-- The task --
Please copy every line from the following entries in which the word "Kedongdong" appears.

···

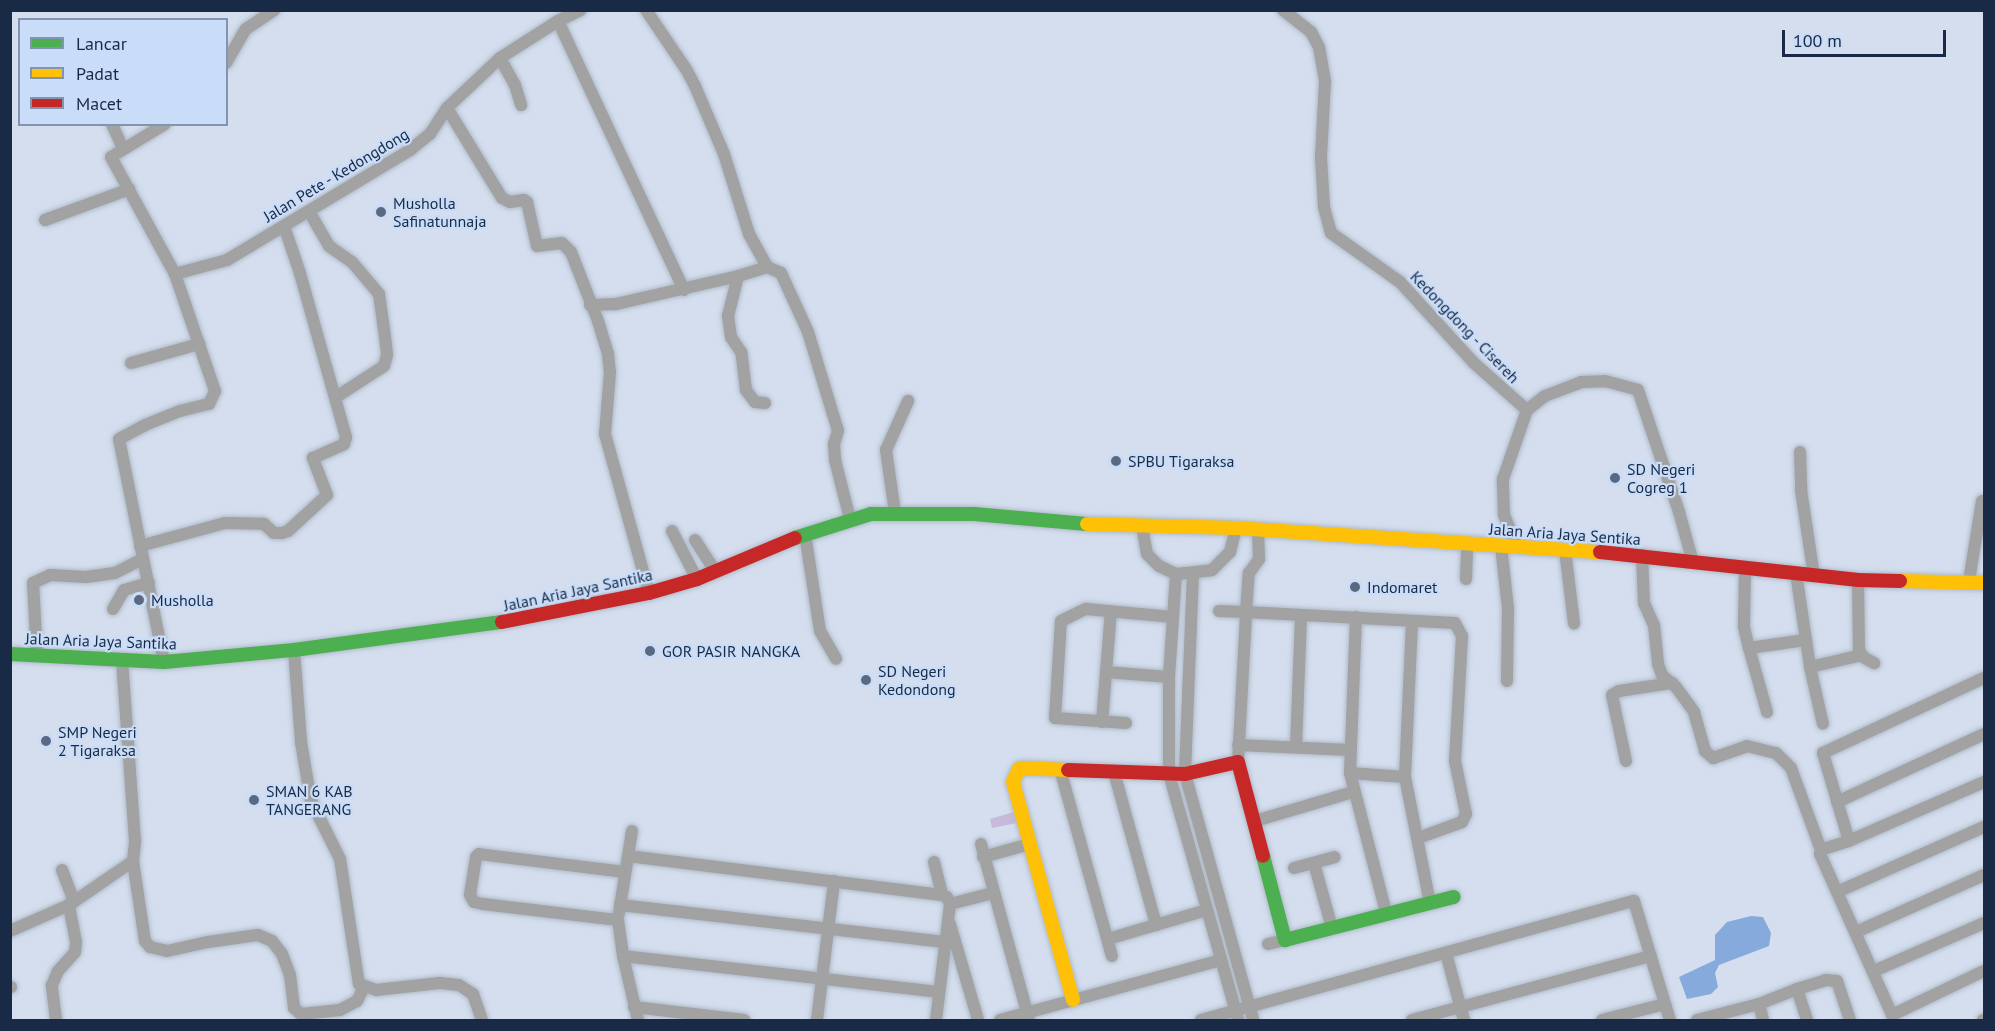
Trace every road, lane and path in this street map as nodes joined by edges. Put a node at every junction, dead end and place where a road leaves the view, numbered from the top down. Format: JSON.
{"nodes":[{"id":1,"x":274,"y":10,"type":"edge"},
{"id":2,"x":581,"y":10,"type":"edge"},
{"id":3,"x":646,"y":10,"type":"edge"},
{"id":4,"x":1283,"y":10,"type":"edge"},
{"id":5,"x":558,"y":21,"type":"junction"},
{"id":6,"x":500,"y":58,"type":"junction"},
{"id":7,"x":228,"y":60,"type":"edge"},
{"id":8,"x":521,"y":105,"type":"dead end"},
{"id":9,"x":447,"y":108,"type":"junction"},
{"id":10,"x":113,"y":126,"type":"edge"},
{"id":11,"x":162,"y":126,"type":"edge"},
{"id":12,"x":123,"y":149,"type":"junction"},
{"id":13,"x":130,"y":189,"type":"junction"},
{"id":14,"x":310,"y":213,"type":"junction"},
{"id":15,"x":45,"y":220,"type":"dead end"},
{"id":16,"x":284,"y":226,"type":"junction"},
{"id":17,"x":767,"y":267,"type":"junction"},
{"id":18,"x":175,"y":274,"type":"junction"},
{"id":19,"x":738,"y":276,"type":"junction"},
{"id":20,"x":684,"y":290,"type":"junction"},
{"id":21,"x":591,"y":305,"type":"junction"},
{"id":22,"x":199,"y":344,"type":"junction"},
{"id":23,"x":131,"y":363,"type":"dead end"},
{"id":24,"x":336,"y":397,"type":"junction"},
{"id":25,"x":908,"y":401,"type":"dead end"},
{"id":26,"x":765,"y":403,"type":"dead end"},
{"id":27,"x":1527,"y":410,"type":"junction"},
{"id":28,"x":1800,"y":452,"type":"dead end"},
{"id":29,"x":1982,"y":501,"type":"dead end"},
{"id":30,"x":895,"y":513,"type":"junction"},
{"id":31,"x":850,"y":519,"type":"junction"},
{"id":32,"x":1142,"y":526,"type":"junction"},
{"id":33,"x":1236,"y":528,"type":"junction"},
{"id":34,"x":1258,"y":530,"type":"junction"},
{"id":35,"x":672,"y":531,"type":"dead end"},
{"id":36,"x":805,"y":534,"type":"junction"},
{"id":37,"x":695,"y":540,"type":"dead end"},
{"id":38,"x":1467,"y":544,"type":"junction"},
{"id":39,"x":140,"y":546,"type":"junction"},
{"id":40,"x":1501,"y":546,"type":"junction"},
{"id":41,"x":1517,"y":547,"type":"junction"},
{"id":42,"x":1565,"y":550,"type":"junction"},
{"id":43,"x":1642,"y":555,"type":"junction"},
{"id":44,"x":143,"y":559,"type":"junction"},
{"id":45,"x":1693,"y":562,"type":"junction"},
{"id":46,"x":1744,"y":567,"type":"junction"},
{"id":47,"x":715,"y":571,"type":"junction"},
{"id":48,"x":1193,"y":573,"type":"junction"},
{"id":49,"x":1796,"y":573,"type":"junction"},
{"id":50,"x":1176,"y":574,"type":"junction"},
{"id":51,"x":1814,"y":576,"type":"junction"},
{"id":52,"x":697,"y":579,"type":"junction"},
{"id":53,"x":1466,"y":579,"type":"dead end"},
{"id":54,"x":1858,"y":580,"type":"junction"},
{"id":55,"x":1969,"y":581,"type":"junction"},
{"id":56,"x":149,"y":583,"type":"junction"},
{"id":57,"x":1984,"y":583,"type":"edge"},
{"id":58,"x":649,"y":593,"type":"junction"},
{"id":59,"x":113,"y":609,"type":"dead end"},
{"id":60,"x":1111,"y":611,"type":"junction"},
{"id":61,"x":1219,"y":611,"type":"dead end"},
{"id":62,"x":1246,"y":612,"type":"junction"},
{"id":63,"x":1301,"y":615,"type":"junction"},
{"id":64,"x":1173,"y":617,"type":"junction"},
{"id":65,"x":1356,"y":617,"type":"junction"},
{"id":66,"x":1412,"y":622,"type":"junction"},
{"id":67,"x":1574,"y":623,"type":"dead end"},
{"id":68,"x":1805,"y":640,"type":"junction"},
{"id":69,"x":1749,"y":648,"type":"junction"},
{"id":70,"x":294,"y":650,"type":"junction"},
{"id":71,"x":10,"y":654,"type":"edge"},
{"id":72,"x":1862,"y":655,"type":"junction"},
{"id":73,"x":38,"y":656,"type":"junction"},
{"id":74,"x":836,"y":659,"type":"dead end"},
{"id":75,"x":122,"y":660,"type":"junction"},
{"id":76,"x":164,"y":662,"type":"junction"},
{"id":77,"x":1874,"y":663,"type":"dead end"},
{"id":78,"x":1810,"y":667,"type":"junction"},
{"id":79,"x":1106,"y":672,"type":"junction"},
{"id":80,"x":1169,"y":677,"type":"junction"},
{"id":81,"x":1984,"y":678,"type":"edge"},
{"id":82,"x":1507,"y":681,"type":"dead end"},
{"id":83,"x":1672,"y":683,"type":"junction"},
{"id":84,"x":1767,"y":712,"type":"dead end"},
{"id":85,"x":1102,"y":722,"type":"junction"},
{"id":86,"x":1125,"y":723,"type":"dead end"},
{"id":87,"x":1823,"y":724,"type":"dead end"},
{"id":88,"x":1984,"y":734,"type":"edge"},
{"id":89,"x":1238,"y":745,"type":"junction"},
{"id":90,"x":1296,"y":747,"type":"junction"},
{"id":91,"x":1350,"y":750,"type":"junction"},
{"id":92,"x":1626,"y":761,"type":"dead end"},
{"id":93,"x":1238,"y":762,"type":"junction"},
{"id":94,"x":1060,"y":769,"type":"junction"},
{"id":95,"x":1114,"y":772,"type":"junction"},
{"id":96,"x":1350,"y":773,"type":"junction"},
{"id":97,"x":1169,"y":774,"type":"junction"},
{"id":98,"x":1185,"y":774,"type":"junction"},
{"id":99,"x":1405,"y":777,"type":"junction"},
{"id":100,"x":1984,"y":782,"type":"edge"},
{"id":101,"x":1353,"y":792,"type":"junction"},
{"id":102,"x":1838,"y":802,"type":"junction"},
{"id":103,"x":1255,"y":821,"type":"junction"},
{"id":104,"x":1984,"y":827,"type":"edge"},
{"id":105,"x":632,"y":831,"type":"dead end"},
{"id":106,"x":1418,"y":838,"type":"junction"},
{"id":107,"x":1849,"y":841,"type":"junction"},
{"id":108,"x":1030,"y":844,"type":"junction"},
{"id":109,"x":1821,"y":850,"type":"junction"},
{"id":110,"x":628,"y":856,"type":"junction"},
{"id":111,"x":1335,"y":857,"type":"dead end"},
{"id":112,"x":133,"y":861,"type":"junction"},
{"id":113,"x":934,"y":862,"type":"dead end"},
{"id":114,"x":1314,"y":863,"type":"junction"},
{"id":115,"x":1294,"y":868,"type":"dead end"},
{"id":116,"x":62,"y":870,"type":"dead end"},
{"id":117,"x":625,"y":872,"type":"junction"},
{"id":118,"x":1984,"y":875,"type":"edge"},
{"id":119,"x":834,"y":880,"type":"junction"},
{"id":120,"x":993,"y":892,"type":"junction"},
{"id":121,"x":1837,"y":892,"type":"junction"},
{"id":122,"x":1454,"y":897,"type":"dead end"},
{"id":123,"x":946,"y":900,"type":"junction"},
{"id":124,"x":72,"y":903,"type":"junction"},
{"id":125,"x":1430,"y":903,"type":"junction"},
{"id":126,"x":620,"y":905,"type":"junction"},
{"id":127,"x":1207,"y":910,"type":"junction"},
{"id":128,"x":1386,"y":912,"type":"junction"},
{"id":129,"x":948,"y":917,"type":"junction"},
{"id":130,"x":618,"y":920,"type":"junction"},
{"id":131,"x":1984,"y":923,"type":"edge"},
{"id":132,"x":1156,"y":925,"type":"junction"},
{"id":133,"x":1332,"y":928,"type":"junction"},
{"id":134,"x":828,"y":929,"type":"junction"},
{"id":135,"x":10,"y":932,"type":"edge"},
{"id":136,"x":1856,"y":932,"type":"junction"},
{"id":137,"x":1108,"y":939,"type":"junction"},
{"id":138,"x":1285,"y":940,"type":"junction"},
{"id":139,"x":945,"y":942,"type":"junction"},
{"id":140,"x":1268,"y":944,"type":"dead end"},
{"id":141,"x":1446,"y":953,"type":"junction"},
{"id":142,"x":623,"y":956,"type":"junction"},
{"id":143,"x":1112,"y":956,"type":"dead end"},
{"id":144,"x":1651,"y":956,"type":"junction"},
{"id":145,"x":1221,"y":960,"type":"junction"},
{"id":146,"x":1874,"y":971,"type":"junction"},
{"id":147,"x":1984,"y":971,"type":"edge"},
{"id":148,"x":822,"y":978,"type":"junction"},
{"id":149,"x":364,"y":987,"type":"junction"},
{"id":150,"x":1797,"y":989,"type":"junction"},
{"id":151,"x":938,"y":992,"type":"junction"},
{"id":152,"x":1073,"y":1000,"type":"junction"},
{"id":153,"x":1665,"y":1004,"type":"junction"},
{"id":154,"x":1759,"y":1004,"type":"junction"},
{"id":155,"x":1249,"y":1006,"type":"junction"},
{"id":156,"x":634,"y":1007,"type":"junction"},
{"id":157,"x":1460,"y":1007,"type":"junction"},
{"id":158,"x":1236,"y":1016,"type":"edge"},
{"id":159,"x":1028,"y":1017,"type":"edge"},
{"id":160,"x":1718,"y":1018,"type":"edge"},
{"id":161,"x":1616,"y":1019,"type":"edge"},
{"id":162,"x":56,"y":1020,"type":"edge"},
{"id":163,"x":482,"y":1020,"type":"edge"},
{"id":164,"x":638,"y":1020,"type":"edge"},
{"id":165,"x":744,"y":1020,"type":"edge"},
{"id":166,"x":817,"y":1020,"type":"edge"},
{"id":167,"x":936,"y":1020,"type":"edge"},
{"id":168,"x":978,"y":1020,"type":"edge"},
{"id":169,"x":1000,"y":1020,"type":"edge"},
{"id":170,"x":1201,"y":1020,"type":"edge"},
{"id":171,"x":1253,"y":1020,"type":"edge"},
{"id":172,"x":1412,"y":1020,"type":"edge"},
{"id":173,"x":1464,"y":1020,"type":"edge"},
{"id":174,"x":1602,"y":1020,"type":"edge"},
{"id":175,"x":1670,"y":1020,"type":"edge"},
{"id":176,"x":1697,"y":1020,"type":"edge"},
{"id":177,"x":1763,"y":1020,"type":"edge"},
{"id":178,"x":1807,"y":1020,"type":"edge"},
{"id":179,"x":1850,"y":1020,"type":"edge"}],
"edges":[{"from":1,"to":7,"type":"street"},
{"from":2,"to":5,"type":"street","name":"Jalan Pete - Kedongdong"},
{"from":3,"to":17,"type":"street"},
{"from":4,"to":27,"type":"street","name":"Kedongdong - Cisereh"},
{"from":5,"to":6,"type":"street","name":"Jalan Pete - Kedongdong"},
{"from":5,"to":20,"type":"street"},
{"from":6,"to":8,"type":"street"},
{"from":6,"to":9,"type":"street","name":"Jalan Pete - Kedongdong"},
{"from":9,"to":14,"type":"street","name":"Jalan Pete - Kedongdong"},
{"from":9,"to":21,"type":"street"},
{"from":10,"to":12,"type":"street"},
{"from":11,"to":12,"type":"street"},
{"from":12,"to":13,"type":"street"},
{"from":13,"to":15,"type":"street"},
{"from":13,"to":18,"type":"street"},
{"from":14,"to":16,"type":"street","name":"Jalan Pete - Kedongdong"},
{"from":14,"to":24,"type":"street"},
{"from":16,"to":18,"type":"street","name":"Jalan Pete - Kedongdong"},
{"from":16,"to":24,"type":"street"},
{"from":17,"to":19,"type":"street"},
{"from":17,"to":31,"type":"street"},
{"from":18,"to":22,"type":"street"},
{"from":19,"to":20,"type":"street"},
{"from":19,"to":26,"type":"street"},
{"from":20,"to":21,"type":"street"},
{"from":21,"to":58,"type":"street"},
{"from":22,"to":23,"type":"street"},
{"from":22,"to":39,"type":"street"},
{"from":24,"to":39,"type":"street"},
{"from":25,"to":30,"type":"street"},
{"from":27,"to":41,"type":"street"},
{"from":27,"to":45,"type":"street"},
{"from":28,"to":51,"type":"street"},
{"from":29,"to":55,"type":"street"},
{"from":30,"to":31,"type":"street","name":"Jalan Aria Jaya Santika"},
{"from":30,"to":32,"type":"street","name":"Jalan Aria Jaya Santika"},
{"from":31,"to":36,"type":"street","name":"Jalan Aria Jaya Santika"},
{"from":32,"to":33,"type":"street","name":"Jalan Aria Jaya Sentika"},
{"from":32,"to":50,"type":"street"},
{"from":33,"to":34,"type":"street","name":"Jalan Aria Jaya Sentika"},
{"from":33,"to":48,"type":"street"},
{"from":34,"to":38,"type":"street","name":"Jalan Aria Jaya Sentika"},
{"from":34,"to":62,"type":"street"},
{"from":35,"to":52,"type":"street"},
{"from":36,"to":47,"type":"street","name":"Jalan Aria Jaya Santika"},
{"from":36,"to":74,"type":"street"},
{"from":37,"to":47,"type":"street"},
{"from":38,"to":40,"type":"street","name":"Jalan Aria Jaya Sentika"},
{"from":38,"to":53,"type":"street"},
{"from":39,"to":44,"type":"street"},
{"from":40,"to":41,"type":"street","name":"Jalan Aria Jaya Sentika"},
{"from":40,"to":82,"type":"street"},
{"from":41,"to":42,"type":"street","name":"Jalan Aria Jaya Sentika"},
{"from":42,"to":43,"type":"street","name":"Jalan Aria Jaya Sentika"},
{"from":42,"to":67,"type":"street"},
{"from":43,"to":45,"type":"street","name":"Jalan Aria Jaya Sentika"},
{"from":43,"to":83,"type":"street"},
{"from":44,"to":56,"type":"street"},
{"from":44,"to":73,"type":"street"},
{"from":45,"to":46,"type":"street","name":"Jalan Aria Jaya Sentika"},
{"from":46,"to":49,"type":"street","name":"Jalan Aria Jaya Sentika"},
{"from":46,"to":69,"type":"street"},
{"from":47,"to":52,"type":"street","name":"Jalan Aria Jaya Santika"},
{"from":48,"to":50,"type":"street"},
{"from":48,"to":98,"type":"street"},
{"from":49,"to":51,"type":"street","name":"Jalan Aria Jaya Sentika"},
{"from":49,"to":68,"type":"street"},
{"from":50,"to":64,"type":"street"},
{"from":51,"to":54,"type":"street","name":"Jalan Aria Jaya Sentika"},
{"from":52,"to":58,"type":"street","name":"Jalan Aria Jaya Santika"},
{"from":54,"to":55,"type":"street","name":"Jalan Aria Jaya Sentika"},
{"from":54,"to":72,"type":"street"},
{"from":55,"to":57,"type":"street","name":"Jalan Aria Jaya Sentika"},
{"from":56,"to":59,"type":"street"},
{"from":56,"to":76,"type":"street"},
{"from":58,"to":70,"type":"street","name":"Jalan Aria Jaya Santika"},
{"from":60,"to":64,"type":"street"},
{"from":60,"to":79,"type":"street"},
{"from":60,"to":85,"type":"street"},
{"from":61,"to":62,"type":"street"},
{"from":62,"to":63,"type":"street"},
{"from":62,"to":89,"type":"street"},
{"from":63,"to":65,"type":"street"},
{"from":63,"to":90,"type":"street"},
{"from":64,"to":80,"type":"street"},
{"from":65,"to":66,"type":"street"},
{"from":65,"to":91,"type":"street"},
{"from":66,"to":99,"type":"street"},
{"from":66,"to":106,"type":"street"},
{"from":68,"to":69,"type":"street"},
{"from":68,"to":78,"type":"street"},
{"from":69,"to":84,"type":"street"},
{"from":70,"to":76,"type":"street","name":"Jalan Aria Jaya Santika"},
{"from":70,"to":149,"type":"street"},
{"from":71,"to":73,"type":"street","name":"Jalan Aria Jaya Santika"},
{"from":72,"to":77,"type":"street"},
{"from":72,"to":78,"type":"street"},
{"from":73,"to":75,"type":"street","name":"Jalan Aria Jaya Santika"},
{"from":75,"to":76,"type":"street","name":"Jalan Aria Jaya Santika"},
{"from":75,"to":112,"type":"street"},
{"from":78,"to":87,"type":"street"},
{"from":79,"to":80,"type":"street"},
{"from":79,"to":85,"type":"street"},
{"from":80,"to":97,"type":"street"},
{"from":81,"to":102,"type":"street"},
{"from":83,"to":92,"type":"street"},
{"from":83,"to":109,"type":"street"},
{"from":85,"to":86,"type":"street"},
{"from":88,"to":102,"type":"street"},
{"from":89,"to":90,"type":"street"},
{"from":89,"to":93,"type":"street"},
{"from":90,"to":91,"type":"street"},
{"from":91,"to":96,"type":"street"},
{"from":93,"to":98,"type":"street"},
{"from":93,"to":103,"type":"street"},
{"from":94,"to":95,"type":"street"},
{"from":94,"to":108,"type":"street"},
{"from":94,"to":137,"type":"street"},
{"from":95,"to":97,"type":"street"},
{"from":95,"to":132,"type":"street"},
{"from":96,"to":99,"type":"street"},
{"from":96,"to":101,"type":"street"},
{"from":97,"to":98,"type":"street"},
{"from":97,"to":127,"type":"street"},
{"from":98,"to":155,"type":"street"},
{"from":99,"to":106,"type":"street"},
{"from":100,"to":107,"type":"street"},
{"from":101,"to":103,"type":"street"},
{"from":101,"to":128,"type":"street"},
{"from":102,"to":107,"type":"street"},
{"from":103,"to":138,"type":"street"},
{"from":104,"to":121,"type":"street"},
{"from":105,"to":110,"type":"street"},
{"from":106,"to":125,"type":"street"},
{"from":107,"to":109,"type":"street"},
{"from":108,"to":120,"type":"street"},
{"from":108,"to":152,"type":"street"},
{"from":109,"to":121,"type":"street"},
{"from":110,"to":117,"type":"street"},
{"from":110,"to":119,"type":"street"},
{"from":111,"to":114,"type":"street"},
{"from":112,"to":124,"type":"street"},
{"from":112,"to":149,"type":"street"},
{"from":113,"to":123,"type":"street"},
{"from":114,"to":115,"type":"street"},
{"from":114,"to":133,"type":"street"},
{"from":116,"to":124,"type":"street"},
{"from":117,"to":126,"type":"street"},
{"from":117,"to":130,"type":"street"},
{"from":118,"to":136,"type":"street"},
{"from":119,"to":123,"type":"street"},
{"from":119,"to":134,"type":"street"},
{"from":120,"to":123,"type":"street"},
{"from":120,"to":159,"type":"street"},
{"from":121,"to":136,"type":"street"},
{"from":122,"to":125,"type":"street"},
{"from":123,"to":129,"type":"street"},
{"from":124,"to":135,"type":"street"},
{"from":124,"to":162,"type":"street"},
{"from":125,"to":128,"type":"street"},
{"from":126,"to":130,"type":"street"},
{"from":126,"to":134,"type":"street"},
{"from":127,"to":132,"type":"street"},
{"from":127,"to":145,"type":"street"},
{"from":128,"to":133,"type":"street"},
{"from":129,"to":139,"type":"street"},
{"from":129,"to":168,"type":"street"},
{"from":130,"to":142,"type":"street"},
{"from":131,"to":146,"type":"street"},
{"from":132,"to":137,"type":"street"},
{"from":133,"to":138,"type":"street"},
{"from":134,"to":139,"type":"street"},
{"from":134,"to":148,"type":"street"},
{"from":136,"to":146,"type":"street"},
{"from":137,"to":143,"type":"street"},
{"from":138,"to":140,"type":"street"},
{"from":139,"to":151,"type":"street"},
{"from":141,"to":144,"type":"street"},
{"from":141,"to":155,"type":"street"},
{"from":141,"to":157,"type":"street"},
{"from":142,"to":148,"type":"street"},
{"from":142,"to":156,"type":"street"},
{"from":144,"to":153,"type":"street"},
{"from":144,"to":157,"type":"street"},
{"from":145,"to":152,"type":"street"},
{"from":145,"to":158,"type":"street"},
{"from":146,"to":147,"type":"street"},
{"from":148,"to":151,"type":"street"},
{"from":148,"to":166,"type":"street"},
{"from":149,"to":163,"type":"street"},
{"from":150,"to":154,"type":"street"},
{"from":150,"to":178,"type":"street"},
{"from":150,"to":179,"type":"street"},
{"from":151,"to":167,"type":"street"},
{"from":152,"to":159,"type":"street"},
{"from":153,"to":161,"type":"street"},
{"from":153,"to":175,"type":"street"},
{"from":154,"to":160,"type":"street"},
{"from":154,"to":177,"type":"street"},
{"from":155,"to":158,"type":"street"},
{"from":155,"to":171,"type":"street"},
{"from":156,"to":164,"type":"street"},
{"from":156,"to":165,"type":"street"},
{"from":157,"to":172,"type":"street"},
{"from":157,"to":173,"type":"street"},
{"from":158,"to":170,"type":"street"},
{"from":159,"to":169,"type":"street"},
{"from":160,"to":176,"type":"street"},
{"from":161,"to":174,"type":"street"}]}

···

-- Response for this exercise --
{"from":2,"to":5,"type":"street","name":"Jalan Pete - Kedongdong"},
{"from":4,"to":27,"type":"street","name":"Kedongdong - Cisereh"},
{"from":5,"to":6,"type":"street","name":"Jalan Pete - Kedongdong"},
{"from":6,"to":9,"type":"street","name":"Jalan Pete - Kedongdong"},
{"from":9,"to":14,"type":"street","name":"Jalan Pete - Kedongdong"},
{"from":14,"to":16,"type":"street","name":"Jalan Pete - Kedongdong"},
{"from":16,"to":18,"type":"street","name":"Jalan Pete - Kedongdong"},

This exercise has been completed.